Autograph manuscript by the author of 4½ pages in quarto published in the November 27-28, 1943 issue of Journal des Débats.
Complete manuscript with very dense handwriting, containing numerous deletions, corrections and additions.
Literary chronicle published on the occasion of the publication of Paul Thiry d'Holbach et la philosophie scientifique au XVIIIe siècle by Pierre Naville.
The complete typescript is included.
Far more than a critique of Pierre Naville's work on Baron d'Holbach, this long article by Blanchot is a veritable philosophical pamphlet against the materialist thought of the Encyclopedists, whom he accuses of wanting to « know the world in order to seize it. This is a notable expression of the bourgeois spirit. (...) Man can only dominate the world if the world is a collection of objects. »
But through this virulent critique of 18th-century thought, Blanchot identifies a more modern evil: « To make man a thing that can be studied (...) is to ensure that he can be used as a thing and exploited as a thing. All the social contradictions of liberalism are already in this assertion. And its starting point is the Encyclopedia. »
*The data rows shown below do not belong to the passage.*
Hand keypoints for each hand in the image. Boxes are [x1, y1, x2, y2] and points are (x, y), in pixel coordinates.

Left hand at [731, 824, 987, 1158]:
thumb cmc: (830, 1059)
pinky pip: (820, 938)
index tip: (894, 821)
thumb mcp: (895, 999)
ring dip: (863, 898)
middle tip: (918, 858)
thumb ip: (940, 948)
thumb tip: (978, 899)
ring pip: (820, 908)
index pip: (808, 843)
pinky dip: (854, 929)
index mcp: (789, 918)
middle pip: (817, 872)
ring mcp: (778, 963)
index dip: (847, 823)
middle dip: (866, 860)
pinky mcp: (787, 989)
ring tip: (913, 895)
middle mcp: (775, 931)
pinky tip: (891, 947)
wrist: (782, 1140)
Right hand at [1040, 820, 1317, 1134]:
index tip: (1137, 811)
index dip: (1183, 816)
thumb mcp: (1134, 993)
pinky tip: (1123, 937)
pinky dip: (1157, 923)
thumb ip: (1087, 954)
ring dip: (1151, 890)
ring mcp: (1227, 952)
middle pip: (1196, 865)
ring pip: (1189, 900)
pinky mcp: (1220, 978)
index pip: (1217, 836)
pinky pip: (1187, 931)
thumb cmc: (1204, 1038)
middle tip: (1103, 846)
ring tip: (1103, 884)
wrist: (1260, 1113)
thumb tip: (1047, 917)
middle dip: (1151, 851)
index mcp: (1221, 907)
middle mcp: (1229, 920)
Between April 1941 and August 1944, Maurice Blanchot published 173 articles on recently published books in the "Chronicle of Intellectual Life" of Journal des Débats.
In half a page of the newspaper (approximately seven octavo pages), the young author of "Thomas l'obscur" took his first steps in the field of literary criticism and thus inaugurated a theoretical work that he would later develop in his numerous essays, from "La Part du feu" to "L'Entretien infini" and "L'Écriture du désastre".
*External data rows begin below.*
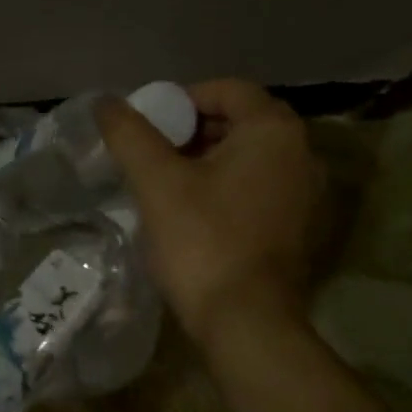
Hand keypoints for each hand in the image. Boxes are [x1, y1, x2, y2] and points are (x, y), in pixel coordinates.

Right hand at [96, 79, 325, 342]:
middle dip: (193, 132)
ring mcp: (307, 194)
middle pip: (241, 123)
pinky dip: (227, 189)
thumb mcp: (157, 183)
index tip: (147, 126)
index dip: (181, 100)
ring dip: (208, 162)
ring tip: (165, 185)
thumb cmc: (202, 242)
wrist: (245, 321)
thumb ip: (130, 135)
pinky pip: (259, 190)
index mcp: (274, 131)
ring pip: (249, 159)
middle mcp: (302, 153)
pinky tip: (194, 214)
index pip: (227, 90)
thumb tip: (105, 102)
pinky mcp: (299, 228)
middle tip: (152, 155)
From the very first articles, Blanchot demonstrated an analytical acuity that far exceeded the literary current events that motivated their writing. Oscillating between classics and moderns, first-rate writers and minor novelists, he laid, in his chronicles, the foundations of a critical thought that would mark the second half of the 20th century.
Transformed by writing and by war, Blanchot broke, through a thought exercised "in the name of the other," with the violent Maurrassian certainties of his youth.
Not without paradox, he then transformed literary criticism into a philosophical act of intellectual resistance to barbarity at the very heart of an "openly Maréchal-supporting" newspaper: "To burn a book, to write one, are the two acts between which culture inscribes its contrary oscillations" (Le Livre, In Journal des Débats, January 20, 1943).
In 2007, the Cahiers de la NRF brought together under the direction of Christophe Bident all the literary chronicles not yet published in volumes with this pertinent analysis of Blanchot's critical work: "novels, poems, essays give rise to a singular reflection, increasingly confident in its own rhetoric, more given over to the echo of the impossible or to the sirens of disappearance. (...) Not without contradictions or sidesteps, and in the feverish certainty of a work that begins (...) these articles reveal the genealogy of a critic who transformed the occasion of the chronicle into the necessity of thought." (C. Bident).
Autograph manuscripts by Maurice Blanchot are extremely rare.